WHAT YOU ARE ASKED TO DO: Your task is to copy each line in the listing that includes the word "node".

STORED DATA:
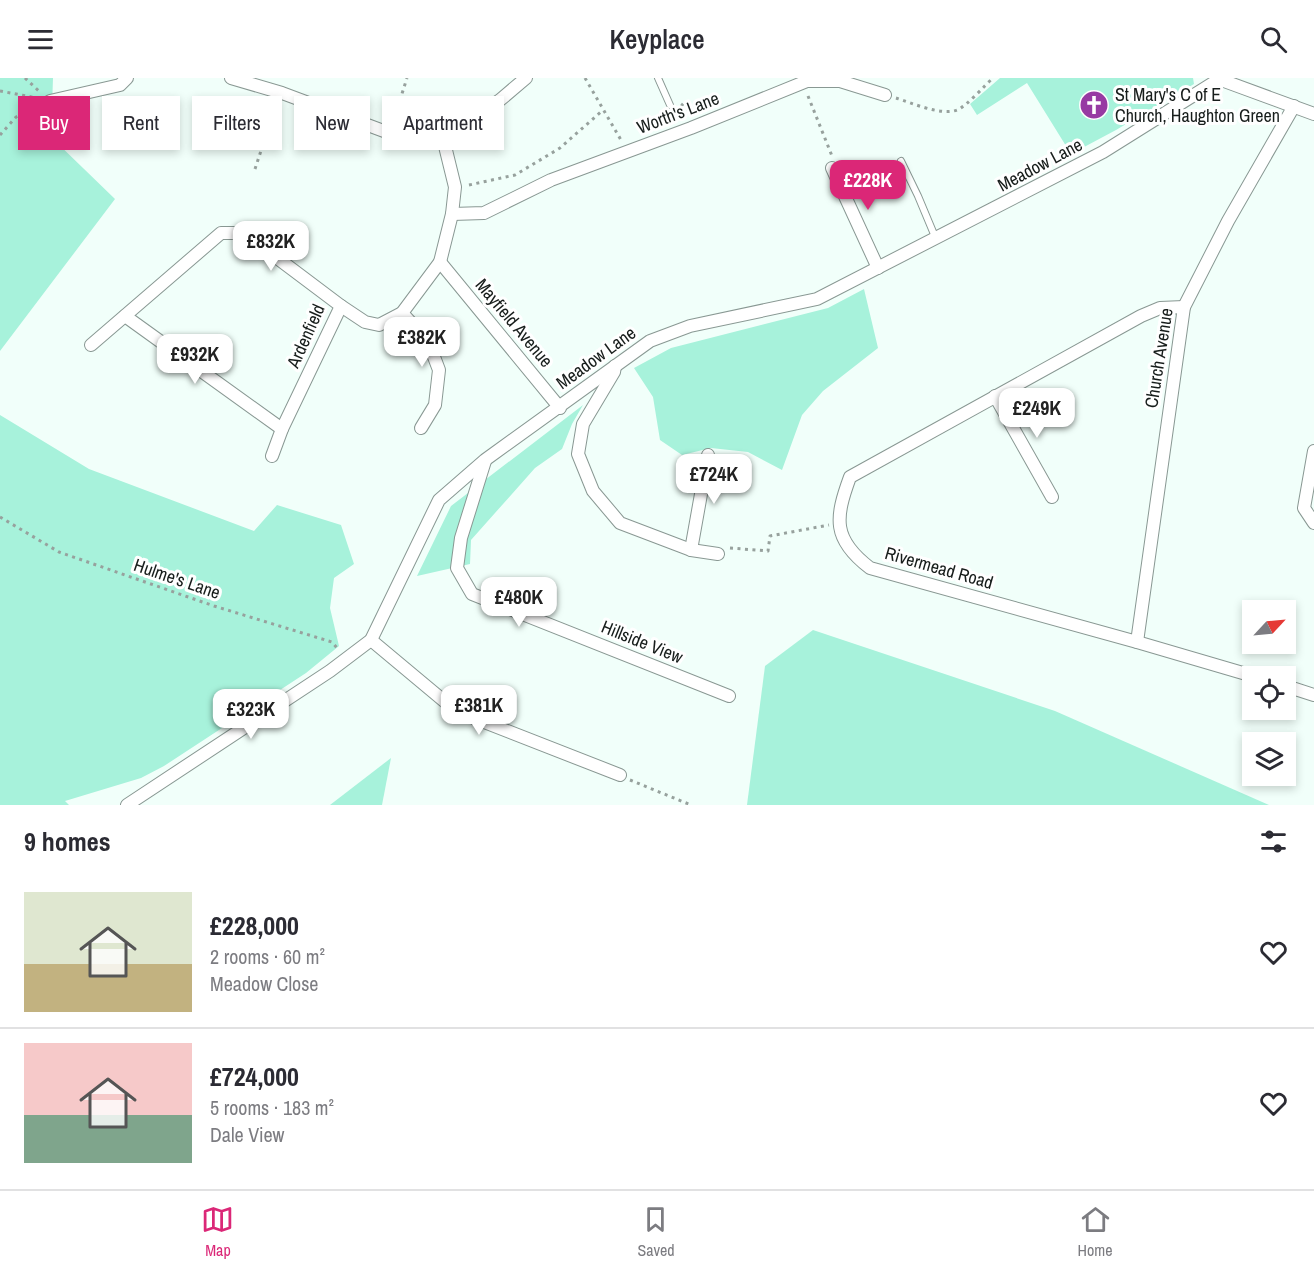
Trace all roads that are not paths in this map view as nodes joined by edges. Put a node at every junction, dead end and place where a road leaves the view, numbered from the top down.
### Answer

---

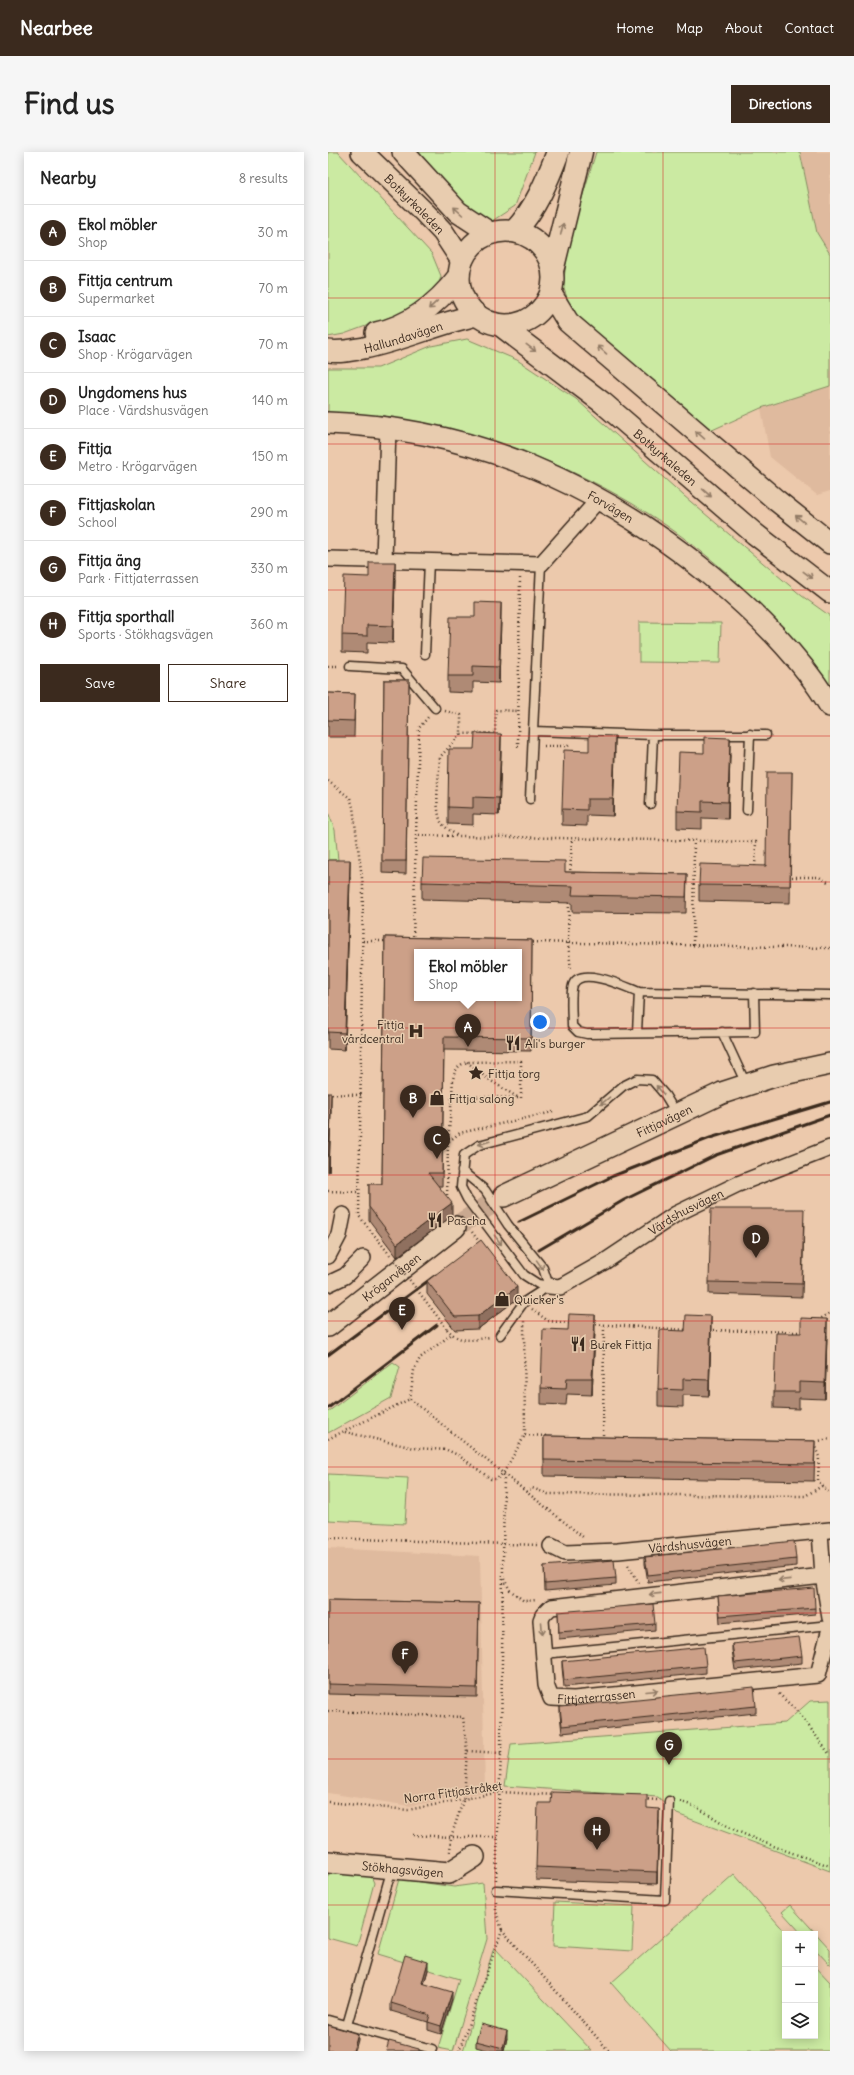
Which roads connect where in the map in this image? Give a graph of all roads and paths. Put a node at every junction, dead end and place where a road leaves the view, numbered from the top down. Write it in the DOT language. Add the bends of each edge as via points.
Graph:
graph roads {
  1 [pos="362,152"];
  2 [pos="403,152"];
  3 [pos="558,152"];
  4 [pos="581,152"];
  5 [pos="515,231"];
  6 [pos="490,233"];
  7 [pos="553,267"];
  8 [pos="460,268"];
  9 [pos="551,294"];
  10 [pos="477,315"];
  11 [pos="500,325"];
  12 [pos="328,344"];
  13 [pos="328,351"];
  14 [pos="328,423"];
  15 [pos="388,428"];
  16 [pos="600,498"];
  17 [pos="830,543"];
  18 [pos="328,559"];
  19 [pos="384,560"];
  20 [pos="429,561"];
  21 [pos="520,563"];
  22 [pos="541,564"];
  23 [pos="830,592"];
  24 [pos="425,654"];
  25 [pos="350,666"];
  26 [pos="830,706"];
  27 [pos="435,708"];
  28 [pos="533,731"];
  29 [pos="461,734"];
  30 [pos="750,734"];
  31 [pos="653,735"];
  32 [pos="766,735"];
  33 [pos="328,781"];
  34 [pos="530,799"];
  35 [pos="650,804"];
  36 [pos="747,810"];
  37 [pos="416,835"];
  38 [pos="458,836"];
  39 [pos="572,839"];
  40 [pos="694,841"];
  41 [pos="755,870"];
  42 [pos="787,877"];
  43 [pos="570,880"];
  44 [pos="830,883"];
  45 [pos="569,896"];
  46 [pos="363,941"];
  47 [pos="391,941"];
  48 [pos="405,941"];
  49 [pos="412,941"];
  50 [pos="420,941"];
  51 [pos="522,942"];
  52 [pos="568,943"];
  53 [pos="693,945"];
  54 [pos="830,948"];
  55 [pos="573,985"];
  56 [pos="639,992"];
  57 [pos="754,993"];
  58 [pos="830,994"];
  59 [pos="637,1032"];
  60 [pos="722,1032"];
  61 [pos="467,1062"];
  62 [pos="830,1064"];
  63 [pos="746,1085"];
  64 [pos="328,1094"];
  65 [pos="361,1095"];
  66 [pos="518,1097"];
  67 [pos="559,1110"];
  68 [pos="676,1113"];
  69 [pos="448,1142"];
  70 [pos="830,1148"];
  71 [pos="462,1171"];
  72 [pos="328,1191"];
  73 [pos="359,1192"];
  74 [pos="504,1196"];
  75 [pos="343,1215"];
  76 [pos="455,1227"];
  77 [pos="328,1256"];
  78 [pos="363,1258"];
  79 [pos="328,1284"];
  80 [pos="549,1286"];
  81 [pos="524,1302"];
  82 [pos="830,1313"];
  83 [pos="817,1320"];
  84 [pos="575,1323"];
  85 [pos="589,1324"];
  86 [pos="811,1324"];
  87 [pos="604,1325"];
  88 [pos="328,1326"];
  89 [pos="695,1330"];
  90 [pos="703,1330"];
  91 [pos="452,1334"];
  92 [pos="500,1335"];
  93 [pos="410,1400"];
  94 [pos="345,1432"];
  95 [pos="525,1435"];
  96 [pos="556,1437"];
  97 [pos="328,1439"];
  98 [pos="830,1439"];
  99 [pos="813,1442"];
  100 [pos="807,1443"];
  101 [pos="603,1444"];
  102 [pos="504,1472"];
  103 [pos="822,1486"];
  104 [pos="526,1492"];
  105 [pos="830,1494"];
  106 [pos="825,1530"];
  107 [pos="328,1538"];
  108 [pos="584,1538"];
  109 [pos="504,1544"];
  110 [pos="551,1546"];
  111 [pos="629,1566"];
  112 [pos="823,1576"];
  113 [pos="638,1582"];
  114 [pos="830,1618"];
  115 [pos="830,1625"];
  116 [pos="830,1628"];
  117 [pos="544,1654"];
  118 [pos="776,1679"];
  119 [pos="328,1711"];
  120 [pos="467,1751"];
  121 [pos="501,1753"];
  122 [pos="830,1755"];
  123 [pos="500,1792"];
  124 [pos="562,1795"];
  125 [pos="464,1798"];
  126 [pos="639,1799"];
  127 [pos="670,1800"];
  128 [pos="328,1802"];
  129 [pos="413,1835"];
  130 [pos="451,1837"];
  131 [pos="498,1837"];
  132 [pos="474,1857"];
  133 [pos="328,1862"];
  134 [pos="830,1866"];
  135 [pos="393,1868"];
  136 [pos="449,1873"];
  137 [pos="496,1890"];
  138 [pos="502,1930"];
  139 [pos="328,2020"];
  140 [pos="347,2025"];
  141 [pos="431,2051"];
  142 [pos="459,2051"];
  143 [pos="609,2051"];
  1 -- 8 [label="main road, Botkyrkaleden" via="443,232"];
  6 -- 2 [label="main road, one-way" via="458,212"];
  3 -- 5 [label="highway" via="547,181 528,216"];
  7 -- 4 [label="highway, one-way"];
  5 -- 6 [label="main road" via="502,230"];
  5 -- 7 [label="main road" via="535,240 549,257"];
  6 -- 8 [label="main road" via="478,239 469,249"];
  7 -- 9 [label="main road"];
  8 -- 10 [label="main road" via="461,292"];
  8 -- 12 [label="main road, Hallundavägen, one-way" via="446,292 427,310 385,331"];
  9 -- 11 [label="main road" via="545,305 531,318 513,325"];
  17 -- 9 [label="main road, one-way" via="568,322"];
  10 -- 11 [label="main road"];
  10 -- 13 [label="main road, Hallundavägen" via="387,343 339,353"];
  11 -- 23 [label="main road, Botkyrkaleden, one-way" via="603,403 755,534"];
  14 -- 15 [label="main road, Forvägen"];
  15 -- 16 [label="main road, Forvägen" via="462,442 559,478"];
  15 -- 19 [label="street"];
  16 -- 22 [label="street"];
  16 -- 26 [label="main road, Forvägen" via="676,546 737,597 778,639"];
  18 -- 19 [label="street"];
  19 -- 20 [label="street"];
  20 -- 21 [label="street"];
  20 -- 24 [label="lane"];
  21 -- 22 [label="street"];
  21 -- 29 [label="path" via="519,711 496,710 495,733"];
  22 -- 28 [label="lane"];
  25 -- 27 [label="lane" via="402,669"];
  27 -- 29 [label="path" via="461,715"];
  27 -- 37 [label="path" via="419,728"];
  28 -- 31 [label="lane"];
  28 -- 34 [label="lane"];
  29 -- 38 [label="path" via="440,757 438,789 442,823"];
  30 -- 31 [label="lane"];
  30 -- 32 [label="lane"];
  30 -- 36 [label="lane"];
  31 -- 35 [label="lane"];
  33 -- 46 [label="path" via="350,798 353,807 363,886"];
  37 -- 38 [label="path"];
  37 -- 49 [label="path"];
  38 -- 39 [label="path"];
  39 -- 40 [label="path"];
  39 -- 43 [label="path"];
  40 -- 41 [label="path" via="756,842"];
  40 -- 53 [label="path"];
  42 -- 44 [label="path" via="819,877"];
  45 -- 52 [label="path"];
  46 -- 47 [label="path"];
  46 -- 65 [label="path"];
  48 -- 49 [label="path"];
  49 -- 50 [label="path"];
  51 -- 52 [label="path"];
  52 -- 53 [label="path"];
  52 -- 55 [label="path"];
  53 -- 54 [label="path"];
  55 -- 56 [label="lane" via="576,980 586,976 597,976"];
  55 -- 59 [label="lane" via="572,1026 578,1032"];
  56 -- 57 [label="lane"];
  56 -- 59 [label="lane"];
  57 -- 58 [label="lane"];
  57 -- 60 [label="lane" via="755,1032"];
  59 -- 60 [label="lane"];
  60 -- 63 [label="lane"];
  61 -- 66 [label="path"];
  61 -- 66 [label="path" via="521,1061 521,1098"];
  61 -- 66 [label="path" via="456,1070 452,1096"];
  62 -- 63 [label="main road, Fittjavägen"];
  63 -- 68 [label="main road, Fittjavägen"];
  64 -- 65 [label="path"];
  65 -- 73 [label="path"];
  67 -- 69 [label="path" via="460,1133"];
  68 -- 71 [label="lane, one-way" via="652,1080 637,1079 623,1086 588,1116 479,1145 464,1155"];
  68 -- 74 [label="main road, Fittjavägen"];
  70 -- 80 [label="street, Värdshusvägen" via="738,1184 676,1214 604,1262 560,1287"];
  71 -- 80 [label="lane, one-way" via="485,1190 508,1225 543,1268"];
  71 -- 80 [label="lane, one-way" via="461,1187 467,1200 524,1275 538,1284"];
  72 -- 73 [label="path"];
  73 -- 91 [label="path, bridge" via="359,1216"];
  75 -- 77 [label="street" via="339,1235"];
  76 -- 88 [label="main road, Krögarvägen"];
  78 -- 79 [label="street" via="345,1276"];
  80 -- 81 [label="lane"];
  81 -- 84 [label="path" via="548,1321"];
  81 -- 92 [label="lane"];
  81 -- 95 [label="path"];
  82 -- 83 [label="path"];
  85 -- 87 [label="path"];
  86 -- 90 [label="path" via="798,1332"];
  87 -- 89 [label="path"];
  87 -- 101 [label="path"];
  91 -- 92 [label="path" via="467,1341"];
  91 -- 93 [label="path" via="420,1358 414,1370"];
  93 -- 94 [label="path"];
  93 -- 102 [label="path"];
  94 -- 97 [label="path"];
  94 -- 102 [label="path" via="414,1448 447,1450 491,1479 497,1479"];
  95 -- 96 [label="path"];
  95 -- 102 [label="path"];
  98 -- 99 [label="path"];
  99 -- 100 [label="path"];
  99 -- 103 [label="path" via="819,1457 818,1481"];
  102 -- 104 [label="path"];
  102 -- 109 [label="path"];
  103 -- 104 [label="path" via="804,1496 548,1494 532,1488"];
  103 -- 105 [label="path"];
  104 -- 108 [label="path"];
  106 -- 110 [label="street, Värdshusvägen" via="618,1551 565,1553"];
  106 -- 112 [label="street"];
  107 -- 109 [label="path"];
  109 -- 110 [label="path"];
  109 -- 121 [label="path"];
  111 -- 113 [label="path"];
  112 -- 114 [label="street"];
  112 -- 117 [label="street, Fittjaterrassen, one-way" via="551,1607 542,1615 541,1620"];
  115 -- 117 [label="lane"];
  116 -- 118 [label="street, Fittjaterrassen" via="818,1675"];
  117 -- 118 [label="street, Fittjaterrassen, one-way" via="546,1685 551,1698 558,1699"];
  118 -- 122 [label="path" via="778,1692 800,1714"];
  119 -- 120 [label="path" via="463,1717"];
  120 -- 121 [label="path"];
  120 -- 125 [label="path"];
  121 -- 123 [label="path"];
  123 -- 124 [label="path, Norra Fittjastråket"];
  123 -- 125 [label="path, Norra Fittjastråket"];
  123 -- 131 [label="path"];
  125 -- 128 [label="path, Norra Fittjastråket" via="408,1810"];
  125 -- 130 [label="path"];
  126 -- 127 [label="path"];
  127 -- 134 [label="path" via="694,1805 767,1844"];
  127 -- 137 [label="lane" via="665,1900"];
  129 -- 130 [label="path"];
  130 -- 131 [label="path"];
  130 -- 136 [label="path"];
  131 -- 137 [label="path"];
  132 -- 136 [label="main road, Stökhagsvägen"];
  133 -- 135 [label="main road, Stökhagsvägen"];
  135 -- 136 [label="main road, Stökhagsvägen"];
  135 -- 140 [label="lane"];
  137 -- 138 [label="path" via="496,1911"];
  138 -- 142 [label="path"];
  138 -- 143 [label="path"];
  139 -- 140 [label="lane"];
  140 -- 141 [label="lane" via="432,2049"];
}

OUTPUT FOR THIS EXERCISE:
Trace all roads that are not paths in this map view as nodes joined by edges. Put a node at every junction, dead end and place where a road leaves the view, numbered from the top down.
Which roads connect where in the map in this image? Give a graph of all roads and paths. Put a node at every junction, dead end and place where a road leaves the view, numbered from the top down. Write it in the DOT language. Add the bends of each edge as via points.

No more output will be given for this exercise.